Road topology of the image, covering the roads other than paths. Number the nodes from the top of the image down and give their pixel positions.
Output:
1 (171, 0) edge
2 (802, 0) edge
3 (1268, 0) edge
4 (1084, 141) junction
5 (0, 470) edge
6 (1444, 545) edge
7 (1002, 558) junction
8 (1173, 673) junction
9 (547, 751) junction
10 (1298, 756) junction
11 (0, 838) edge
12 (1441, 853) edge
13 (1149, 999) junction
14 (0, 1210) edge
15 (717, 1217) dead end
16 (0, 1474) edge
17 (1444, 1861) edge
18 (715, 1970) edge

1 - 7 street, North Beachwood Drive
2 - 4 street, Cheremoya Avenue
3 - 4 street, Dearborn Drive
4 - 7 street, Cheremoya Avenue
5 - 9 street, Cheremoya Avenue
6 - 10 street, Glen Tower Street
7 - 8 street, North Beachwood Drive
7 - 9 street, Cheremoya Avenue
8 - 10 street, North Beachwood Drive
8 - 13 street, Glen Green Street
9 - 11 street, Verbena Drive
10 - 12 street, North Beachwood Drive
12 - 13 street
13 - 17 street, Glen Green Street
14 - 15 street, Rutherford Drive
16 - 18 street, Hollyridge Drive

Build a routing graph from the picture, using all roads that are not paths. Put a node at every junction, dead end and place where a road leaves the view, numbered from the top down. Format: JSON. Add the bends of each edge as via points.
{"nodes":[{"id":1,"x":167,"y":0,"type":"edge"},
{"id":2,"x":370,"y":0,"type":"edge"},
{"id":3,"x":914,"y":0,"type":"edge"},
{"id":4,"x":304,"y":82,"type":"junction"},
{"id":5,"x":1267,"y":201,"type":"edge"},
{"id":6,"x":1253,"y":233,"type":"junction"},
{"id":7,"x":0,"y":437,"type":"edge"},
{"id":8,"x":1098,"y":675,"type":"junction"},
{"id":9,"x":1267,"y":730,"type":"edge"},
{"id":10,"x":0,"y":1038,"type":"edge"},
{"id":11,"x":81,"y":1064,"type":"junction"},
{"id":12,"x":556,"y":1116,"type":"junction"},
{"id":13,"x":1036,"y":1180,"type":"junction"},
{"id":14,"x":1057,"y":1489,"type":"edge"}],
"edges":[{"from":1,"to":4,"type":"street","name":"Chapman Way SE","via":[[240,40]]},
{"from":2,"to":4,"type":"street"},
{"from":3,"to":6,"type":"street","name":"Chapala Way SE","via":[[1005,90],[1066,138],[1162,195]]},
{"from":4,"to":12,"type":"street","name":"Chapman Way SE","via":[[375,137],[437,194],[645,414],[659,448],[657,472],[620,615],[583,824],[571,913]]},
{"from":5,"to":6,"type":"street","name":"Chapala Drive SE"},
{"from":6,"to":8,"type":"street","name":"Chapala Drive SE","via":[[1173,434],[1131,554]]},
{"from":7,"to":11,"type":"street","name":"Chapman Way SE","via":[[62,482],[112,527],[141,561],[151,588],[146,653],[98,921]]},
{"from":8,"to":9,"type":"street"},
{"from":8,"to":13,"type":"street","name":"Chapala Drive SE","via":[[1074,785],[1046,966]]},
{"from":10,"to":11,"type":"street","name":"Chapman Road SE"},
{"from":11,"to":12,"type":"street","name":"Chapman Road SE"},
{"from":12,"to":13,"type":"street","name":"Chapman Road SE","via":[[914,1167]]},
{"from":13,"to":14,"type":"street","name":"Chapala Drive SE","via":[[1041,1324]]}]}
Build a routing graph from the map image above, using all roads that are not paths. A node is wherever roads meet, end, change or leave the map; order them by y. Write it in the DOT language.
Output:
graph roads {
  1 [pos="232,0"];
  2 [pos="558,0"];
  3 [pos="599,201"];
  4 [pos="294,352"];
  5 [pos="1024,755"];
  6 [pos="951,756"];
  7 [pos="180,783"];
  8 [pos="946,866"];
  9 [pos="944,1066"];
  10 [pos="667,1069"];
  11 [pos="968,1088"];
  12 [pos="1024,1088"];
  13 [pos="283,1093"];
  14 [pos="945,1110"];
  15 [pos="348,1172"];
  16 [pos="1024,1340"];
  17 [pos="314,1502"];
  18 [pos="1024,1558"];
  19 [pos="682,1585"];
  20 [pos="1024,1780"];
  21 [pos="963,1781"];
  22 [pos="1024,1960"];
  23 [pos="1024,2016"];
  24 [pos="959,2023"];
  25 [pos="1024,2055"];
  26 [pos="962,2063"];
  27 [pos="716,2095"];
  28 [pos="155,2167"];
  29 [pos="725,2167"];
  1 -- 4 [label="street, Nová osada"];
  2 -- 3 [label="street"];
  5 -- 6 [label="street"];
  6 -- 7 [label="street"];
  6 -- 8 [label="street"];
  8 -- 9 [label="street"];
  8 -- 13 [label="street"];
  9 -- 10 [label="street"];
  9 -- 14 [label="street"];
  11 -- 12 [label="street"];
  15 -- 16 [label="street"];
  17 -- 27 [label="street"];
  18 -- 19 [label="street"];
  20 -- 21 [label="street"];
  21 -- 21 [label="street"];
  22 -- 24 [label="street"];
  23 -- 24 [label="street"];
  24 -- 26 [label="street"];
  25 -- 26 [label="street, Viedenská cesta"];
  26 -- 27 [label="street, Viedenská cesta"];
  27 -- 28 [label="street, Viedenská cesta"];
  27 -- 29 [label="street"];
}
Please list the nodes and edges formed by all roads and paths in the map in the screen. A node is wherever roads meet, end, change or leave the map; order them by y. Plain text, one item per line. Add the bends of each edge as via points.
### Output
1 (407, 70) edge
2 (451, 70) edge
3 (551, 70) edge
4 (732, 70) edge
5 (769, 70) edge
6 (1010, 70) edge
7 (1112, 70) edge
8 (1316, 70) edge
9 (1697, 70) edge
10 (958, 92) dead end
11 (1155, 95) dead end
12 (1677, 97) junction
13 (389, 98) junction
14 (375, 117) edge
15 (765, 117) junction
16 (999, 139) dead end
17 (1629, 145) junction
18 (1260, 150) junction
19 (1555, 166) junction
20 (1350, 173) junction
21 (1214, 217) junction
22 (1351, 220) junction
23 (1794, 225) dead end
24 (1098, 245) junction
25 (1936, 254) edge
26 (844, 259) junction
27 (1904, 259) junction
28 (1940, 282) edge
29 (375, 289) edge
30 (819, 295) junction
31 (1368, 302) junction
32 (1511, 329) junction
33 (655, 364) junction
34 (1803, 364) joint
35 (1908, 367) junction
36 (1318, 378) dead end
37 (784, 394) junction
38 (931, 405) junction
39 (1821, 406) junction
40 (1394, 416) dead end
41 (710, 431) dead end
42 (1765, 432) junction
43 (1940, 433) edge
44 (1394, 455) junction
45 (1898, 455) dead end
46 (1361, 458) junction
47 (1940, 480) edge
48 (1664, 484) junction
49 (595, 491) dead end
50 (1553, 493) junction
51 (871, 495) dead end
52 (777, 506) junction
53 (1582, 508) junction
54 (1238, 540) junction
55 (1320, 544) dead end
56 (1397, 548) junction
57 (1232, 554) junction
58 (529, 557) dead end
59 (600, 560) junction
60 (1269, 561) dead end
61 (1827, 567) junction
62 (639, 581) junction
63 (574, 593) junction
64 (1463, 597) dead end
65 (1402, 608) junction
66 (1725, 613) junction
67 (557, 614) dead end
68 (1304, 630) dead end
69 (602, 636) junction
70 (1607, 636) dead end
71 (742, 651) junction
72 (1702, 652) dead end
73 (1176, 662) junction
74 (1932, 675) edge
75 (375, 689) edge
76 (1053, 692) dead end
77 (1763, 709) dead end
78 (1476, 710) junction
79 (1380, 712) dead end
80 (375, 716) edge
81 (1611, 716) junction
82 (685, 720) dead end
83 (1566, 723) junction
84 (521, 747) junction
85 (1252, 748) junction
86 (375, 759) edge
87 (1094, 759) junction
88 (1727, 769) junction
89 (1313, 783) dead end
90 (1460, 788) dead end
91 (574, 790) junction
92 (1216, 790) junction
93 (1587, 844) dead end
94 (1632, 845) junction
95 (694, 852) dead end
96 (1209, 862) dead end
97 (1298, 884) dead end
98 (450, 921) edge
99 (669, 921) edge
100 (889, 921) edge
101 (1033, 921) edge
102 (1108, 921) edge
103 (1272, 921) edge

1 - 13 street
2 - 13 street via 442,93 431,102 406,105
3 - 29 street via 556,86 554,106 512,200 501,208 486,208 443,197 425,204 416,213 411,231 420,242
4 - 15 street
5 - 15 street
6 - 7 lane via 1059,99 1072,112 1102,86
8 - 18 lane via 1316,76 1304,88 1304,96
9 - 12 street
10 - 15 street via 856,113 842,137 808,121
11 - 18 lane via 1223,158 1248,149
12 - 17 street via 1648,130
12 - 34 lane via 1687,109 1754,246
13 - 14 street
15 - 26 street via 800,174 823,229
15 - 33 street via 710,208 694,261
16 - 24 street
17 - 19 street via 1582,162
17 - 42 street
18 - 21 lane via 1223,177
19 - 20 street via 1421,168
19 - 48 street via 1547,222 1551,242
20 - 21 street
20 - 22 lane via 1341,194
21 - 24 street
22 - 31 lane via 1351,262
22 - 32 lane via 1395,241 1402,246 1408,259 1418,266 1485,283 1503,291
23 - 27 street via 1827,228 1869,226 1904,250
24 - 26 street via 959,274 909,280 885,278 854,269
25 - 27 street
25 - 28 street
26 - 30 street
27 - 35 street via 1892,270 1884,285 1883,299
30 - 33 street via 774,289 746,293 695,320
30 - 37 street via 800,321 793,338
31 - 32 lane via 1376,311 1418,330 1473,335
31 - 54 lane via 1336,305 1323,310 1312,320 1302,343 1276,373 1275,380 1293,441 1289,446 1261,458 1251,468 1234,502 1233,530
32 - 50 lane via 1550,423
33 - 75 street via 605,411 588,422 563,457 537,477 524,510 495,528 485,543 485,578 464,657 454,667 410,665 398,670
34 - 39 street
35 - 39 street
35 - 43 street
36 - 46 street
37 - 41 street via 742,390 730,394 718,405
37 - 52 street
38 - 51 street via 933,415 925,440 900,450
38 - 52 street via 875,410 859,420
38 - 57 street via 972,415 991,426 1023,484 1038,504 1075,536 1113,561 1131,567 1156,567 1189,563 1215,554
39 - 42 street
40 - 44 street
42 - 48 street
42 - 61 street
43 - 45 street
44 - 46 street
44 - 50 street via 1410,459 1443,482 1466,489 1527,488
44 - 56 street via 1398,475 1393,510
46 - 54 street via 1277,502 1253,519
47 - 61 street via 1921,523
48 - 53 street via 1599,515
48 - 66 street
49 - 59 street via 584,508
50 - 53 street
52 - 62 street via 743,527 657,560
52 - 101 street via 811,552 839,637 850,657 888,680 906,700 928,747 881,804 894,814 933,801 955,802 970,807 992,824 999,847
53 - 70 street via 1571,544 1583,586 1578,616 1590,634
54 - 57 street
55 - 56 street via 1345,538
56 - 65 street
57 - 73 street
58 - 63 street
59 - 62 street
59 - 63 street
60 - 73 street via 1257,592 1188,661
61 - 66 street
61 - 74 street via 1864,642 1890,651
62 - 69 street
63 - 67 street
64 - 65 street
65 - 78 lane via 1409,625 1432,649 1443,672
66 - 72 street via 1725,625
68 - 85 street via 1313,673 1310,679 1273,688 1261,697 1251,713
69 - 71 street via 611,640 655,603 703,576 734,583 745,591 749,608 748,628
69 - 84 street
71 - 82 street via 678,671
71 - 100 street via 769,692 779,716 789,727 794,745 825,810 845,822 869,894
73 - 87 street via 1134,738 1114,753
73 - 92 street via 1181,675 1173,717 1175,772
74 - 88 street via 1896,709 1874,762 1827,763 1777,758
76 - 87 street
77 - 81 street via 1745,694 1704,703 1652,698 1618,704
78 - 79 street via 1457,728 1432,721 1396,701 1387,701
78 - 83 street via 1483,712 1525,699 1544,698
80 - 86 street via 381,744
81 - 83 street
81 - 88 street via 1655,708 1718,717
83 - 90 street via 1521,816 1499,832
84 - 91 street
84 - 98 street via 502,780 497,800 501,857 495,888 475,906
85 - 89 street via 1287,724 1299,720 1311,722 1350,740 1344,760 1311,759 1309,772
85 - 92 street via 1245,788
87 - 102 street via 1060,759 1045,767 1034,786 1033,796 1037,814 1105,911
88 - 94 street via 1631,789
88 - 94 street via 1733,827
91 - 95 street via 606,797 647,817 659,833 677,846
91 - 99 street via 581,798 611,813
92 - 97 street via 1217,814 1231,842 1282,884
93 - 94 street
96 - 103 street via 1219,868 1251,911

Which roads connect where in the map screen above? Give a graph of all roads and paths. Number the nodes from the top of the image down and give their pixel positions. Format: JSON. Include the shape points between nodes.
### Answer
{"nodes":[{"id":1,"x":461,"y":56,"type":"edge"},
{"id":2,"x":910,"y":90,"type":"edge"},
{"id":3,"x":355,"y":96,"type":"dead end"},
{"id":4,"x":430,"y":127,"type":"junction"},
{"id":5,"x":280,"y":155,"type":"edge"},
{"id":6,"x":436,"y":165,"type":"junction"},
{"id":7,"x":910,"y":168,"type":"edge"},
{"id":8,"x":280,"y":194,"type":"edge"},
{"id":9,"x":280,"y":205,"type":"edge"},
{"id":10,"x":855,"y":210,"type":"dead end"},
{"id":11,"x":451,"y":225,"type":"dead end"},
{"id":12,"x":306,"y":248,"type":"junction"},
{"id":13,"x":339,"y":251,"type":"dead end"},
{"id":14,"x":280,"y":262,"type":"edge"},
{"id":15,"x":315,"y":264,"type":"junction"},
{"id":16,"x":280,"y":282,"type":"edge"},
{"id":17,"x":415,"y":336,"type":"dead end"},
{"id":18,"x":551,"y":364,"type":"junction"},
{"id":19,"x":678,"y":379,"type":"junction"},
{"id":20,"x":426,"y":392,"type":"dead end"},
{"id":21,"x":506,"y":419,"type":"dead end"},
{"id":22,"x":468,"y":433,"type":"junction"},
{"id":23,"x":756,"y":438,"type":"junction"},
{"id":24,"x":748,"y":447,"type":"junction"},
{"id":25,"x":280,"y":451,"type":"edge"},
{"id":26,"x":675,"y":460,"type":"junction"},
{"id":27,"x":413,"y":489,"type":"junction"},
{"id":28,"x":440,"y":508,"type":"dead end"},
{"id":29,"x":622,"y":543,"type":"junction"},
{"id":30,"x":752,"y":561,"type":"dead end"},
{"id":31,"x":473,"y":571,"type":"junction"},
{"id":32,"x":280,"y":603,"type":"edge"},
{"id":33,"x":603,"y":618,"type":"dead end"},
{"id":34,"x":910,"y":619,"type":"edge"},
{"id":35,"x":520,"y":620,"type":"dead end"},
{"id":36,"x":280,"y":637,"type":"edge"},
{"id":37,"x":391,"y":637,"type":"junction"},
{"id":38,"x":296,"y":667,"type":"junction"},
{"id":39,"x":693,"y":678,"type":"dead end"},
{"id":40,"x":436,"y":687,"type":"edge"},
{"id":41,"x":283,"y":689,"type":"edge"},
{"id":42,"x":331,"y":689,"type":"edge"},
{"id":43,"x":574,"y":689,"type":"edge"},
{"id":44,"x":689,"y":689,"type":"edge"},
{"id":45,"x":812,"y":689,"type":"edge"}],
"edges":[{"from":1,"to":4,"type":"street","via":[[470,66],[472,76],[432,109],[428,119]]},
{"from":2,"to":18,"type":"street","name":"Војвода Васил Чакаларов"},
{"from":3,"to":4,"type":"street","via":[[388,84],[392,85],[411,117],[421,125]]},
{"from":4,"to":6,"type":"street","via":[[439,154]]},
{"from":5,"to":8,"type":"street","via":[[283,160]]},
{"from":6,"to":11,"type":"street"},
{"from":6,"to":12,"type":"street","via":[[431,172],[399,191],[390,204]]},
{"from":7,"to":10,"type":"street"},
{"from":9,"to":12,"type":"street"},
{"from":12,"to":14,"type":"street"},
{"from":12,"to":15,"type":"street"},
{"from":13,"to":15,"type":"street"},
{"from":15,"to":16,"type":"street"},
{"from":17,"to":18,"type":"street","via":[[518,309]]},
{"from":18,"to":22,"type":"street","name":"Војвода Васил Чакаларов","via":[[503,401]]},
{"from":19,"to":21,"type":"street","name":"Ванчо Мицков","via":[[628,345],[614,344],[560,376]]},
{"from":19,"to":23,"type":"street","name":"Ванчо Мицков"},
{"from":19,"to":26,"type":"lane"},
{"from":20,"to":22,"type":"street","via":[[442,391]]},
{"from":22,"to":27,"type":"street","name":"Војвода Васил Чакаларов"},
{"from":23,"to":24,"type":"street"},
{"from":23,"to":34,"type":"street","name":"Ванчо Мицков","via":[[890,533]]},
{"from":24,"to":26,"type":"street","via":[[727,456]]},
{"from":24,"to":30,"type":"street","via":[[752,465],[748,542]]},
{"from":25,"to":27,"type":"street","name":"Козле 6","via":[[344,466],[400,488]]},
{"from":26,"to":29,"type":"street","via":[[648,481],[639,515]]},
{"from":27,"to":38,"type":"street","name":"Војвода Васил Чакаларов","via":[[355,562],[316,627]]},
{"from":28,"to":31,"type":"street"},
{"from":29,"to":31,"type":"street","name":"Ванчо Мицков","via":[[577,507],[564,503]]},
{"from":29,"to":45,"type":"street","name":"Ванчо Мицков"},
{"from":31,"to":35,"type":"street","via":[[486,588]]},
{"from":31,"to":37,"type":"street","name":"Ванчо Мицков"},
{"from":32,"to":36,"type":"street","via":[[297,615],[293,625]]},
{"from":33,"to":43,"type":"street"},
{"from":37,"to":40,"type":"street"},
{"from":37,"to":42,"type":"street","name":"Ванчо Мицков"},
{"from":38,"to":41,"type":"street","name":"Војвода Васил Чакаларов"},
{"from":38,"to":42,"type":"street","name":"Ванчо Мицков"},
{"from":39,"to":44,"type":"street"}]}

• • •

Find the lines above that contain the string "Војвода" and answer with how many there are, nothing else.

5